[Stored data]
++++++++++

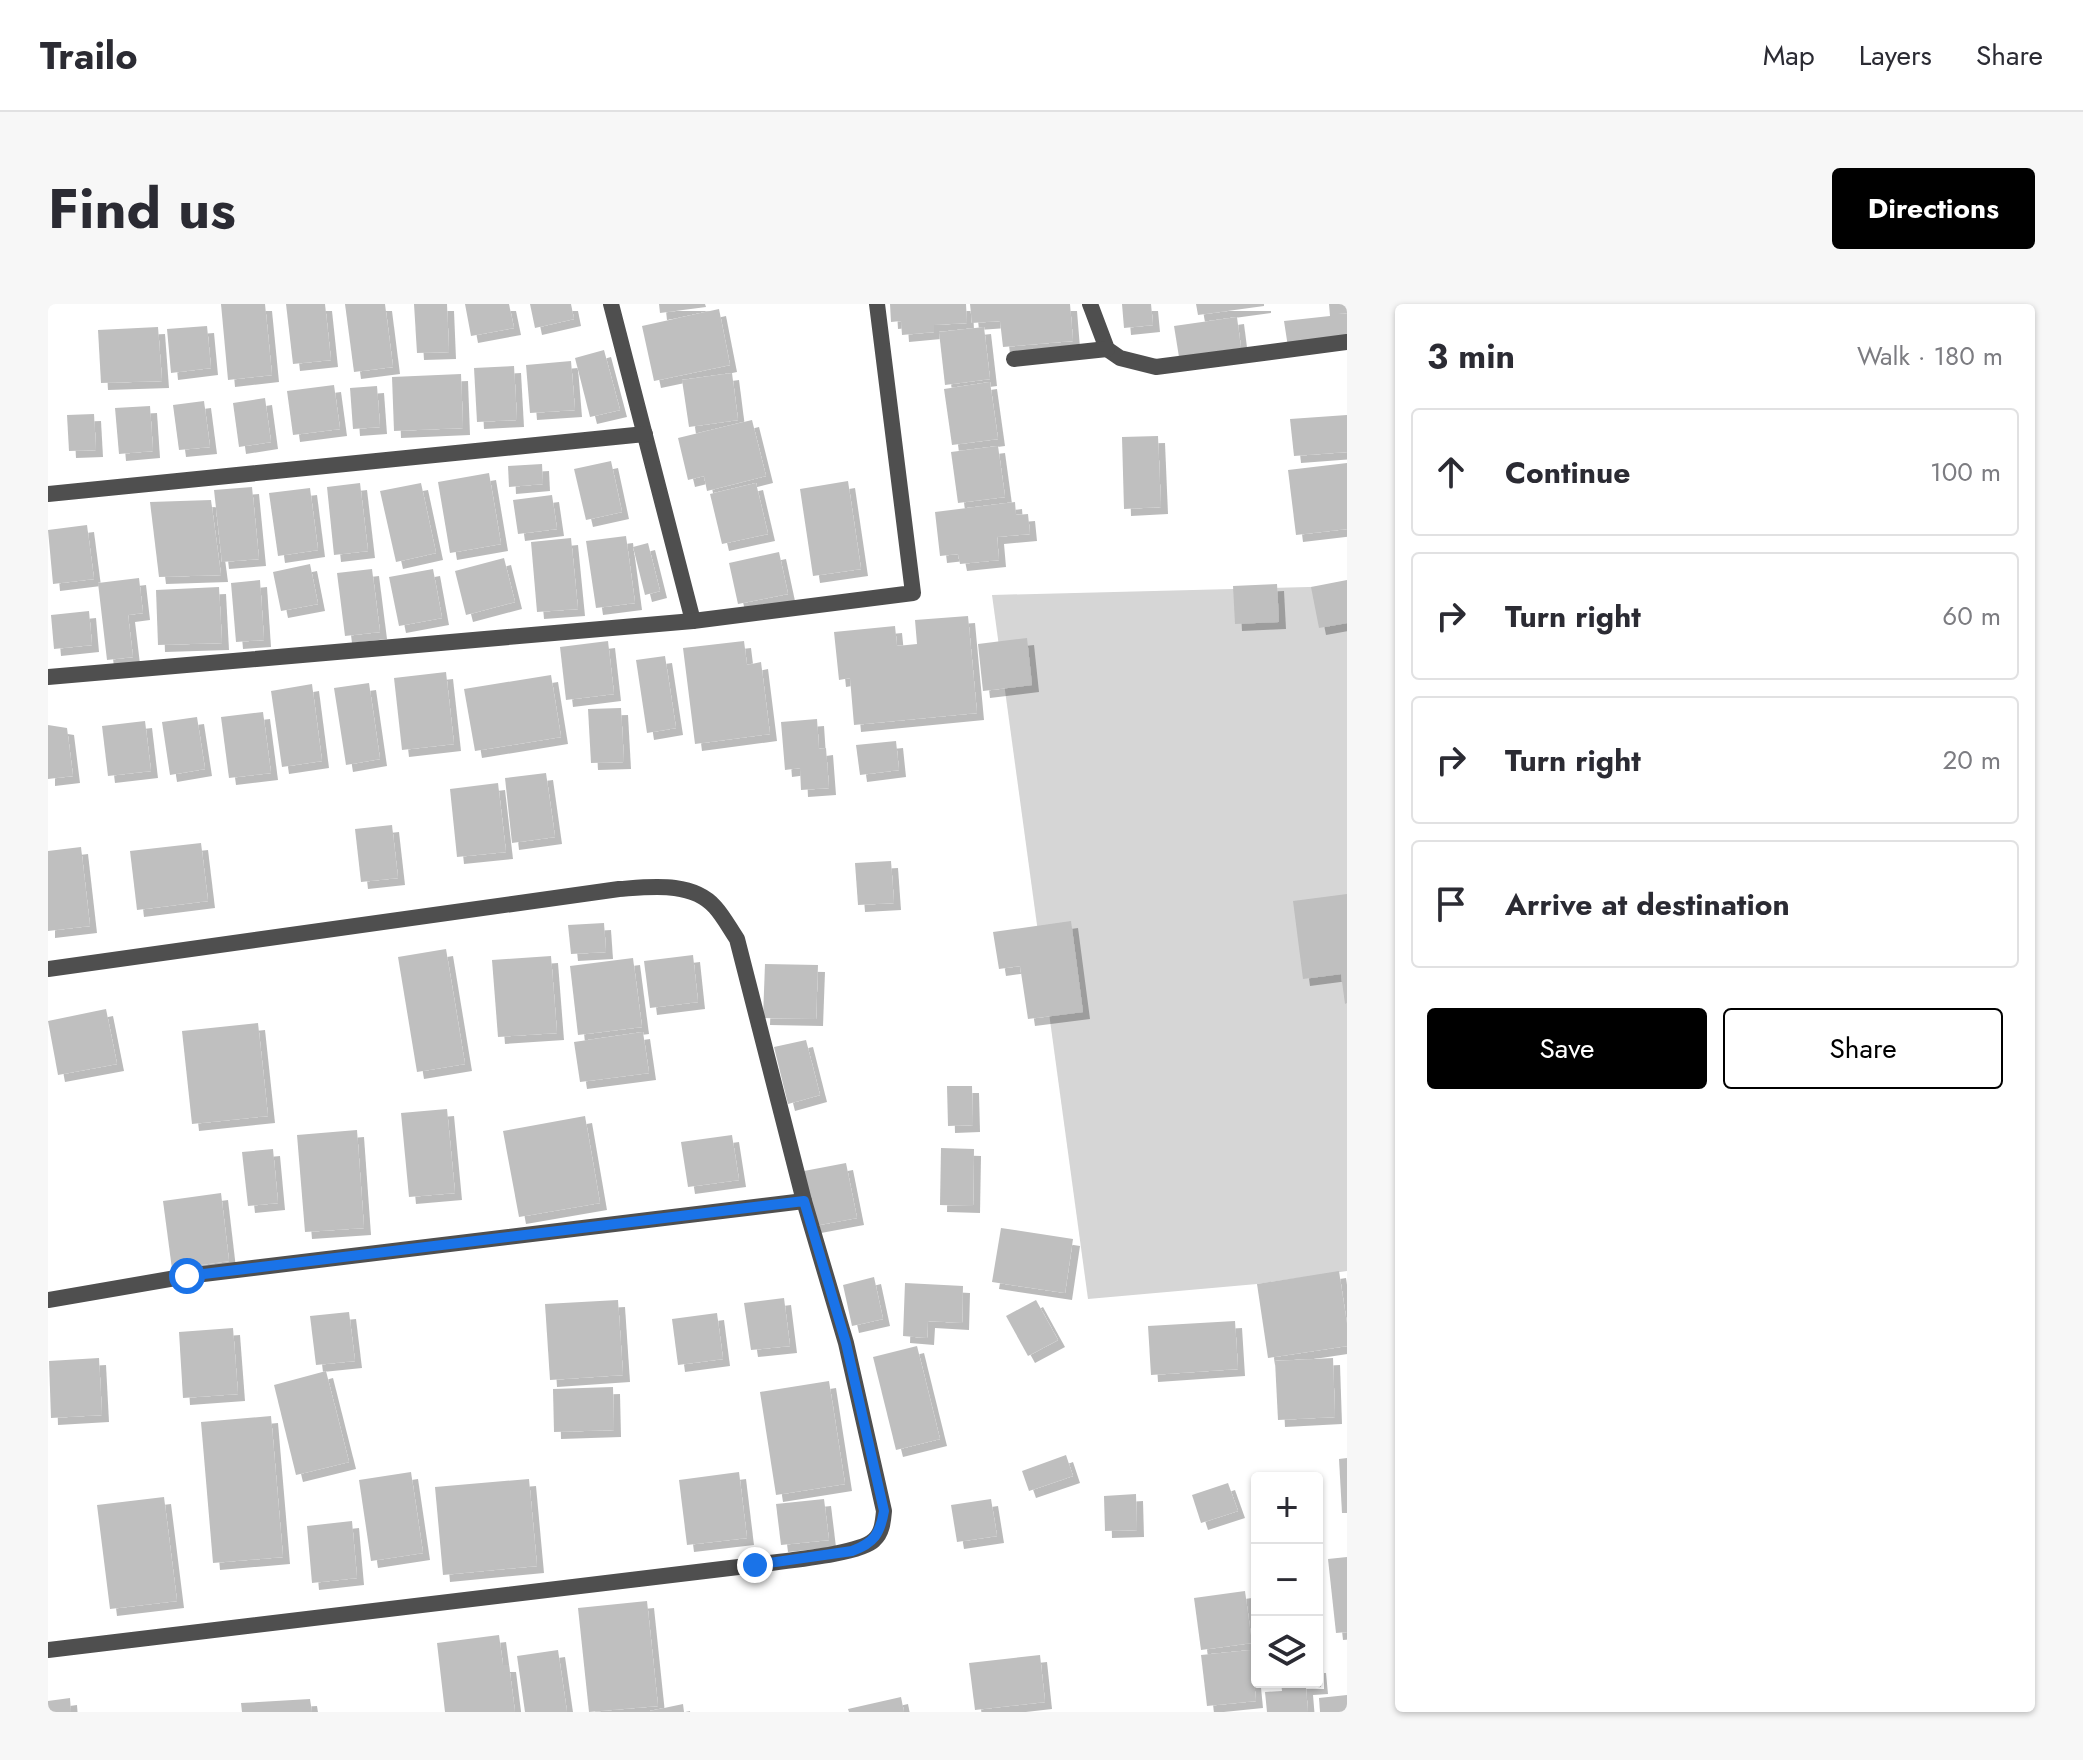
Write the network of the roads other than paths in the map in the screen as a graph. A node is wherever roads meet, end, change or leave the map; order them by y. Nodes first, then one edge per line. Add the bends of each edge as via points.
1 (611, 304) edge
2 (877, 304) edge
3 (1090, 304) edge
4 (1347, 342) edge
5 (1107, 349) junction
6 (1014, 359) dead end
7 (645, 434) junction
8 (48, 494) edge
9 (693, 621) junction
10 (48, 677) edge
11 (48, 969) edge
12 (804, 1201) junction
13 (48, 1300) edge
14 (48, 1650) edge

1 - 7 street
2 - 9 street via 913,593
3 - 5 street
4 - 5 street via 1156,367
5 - 6 street
7 - 8 street
7 - 9 street
9 - 10 street
11 - 12 street via 619,889 688,890 714,905 737,939
12 - 13 street via 187,1276
12 - 14 street via 846,1343 884,1511 876,1539 867,1545 739,1567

++++++++++

## WORK REQUIRED
Each line above is to be transcribed exactly, though its pictures are not.

## COMPLETED TASK
Write the network of the roads other than paths in the map in the screen as a graph. A node is wherever roads meet, end, change or leave the map; order them by y. Nodes first, then one edge per line. Add the bends of each edge as via points.
1 (611, 304) edge
2 (877, 304) edge
3 (1090, 304) edge
4 (1347, 342) edge
5 (1107, 349) junction
6 (1014, 359) dead end
7 (645, 434) junction
8 (48, 494) edge
9 (693, 621) junction
10 (48, 677) edge
11 (48, 969) edge
12 (804, 1201) junction
13 (48, 1300) edge
14 (48, 1650) edge

1 - 7 street
2 - 9 street via 913,593
3 - 5 street
4 - 5 street via 1156,367
5 - 6 street
7 - 8 street
7 - 9 street
9 - 10 street
11 - 12 street via 619,889 688,890 714,905 737,939
12 - 13 street via 187,1276
12 - 14 street via 846,1343 884,1511 876,1539 867,1545 739,1567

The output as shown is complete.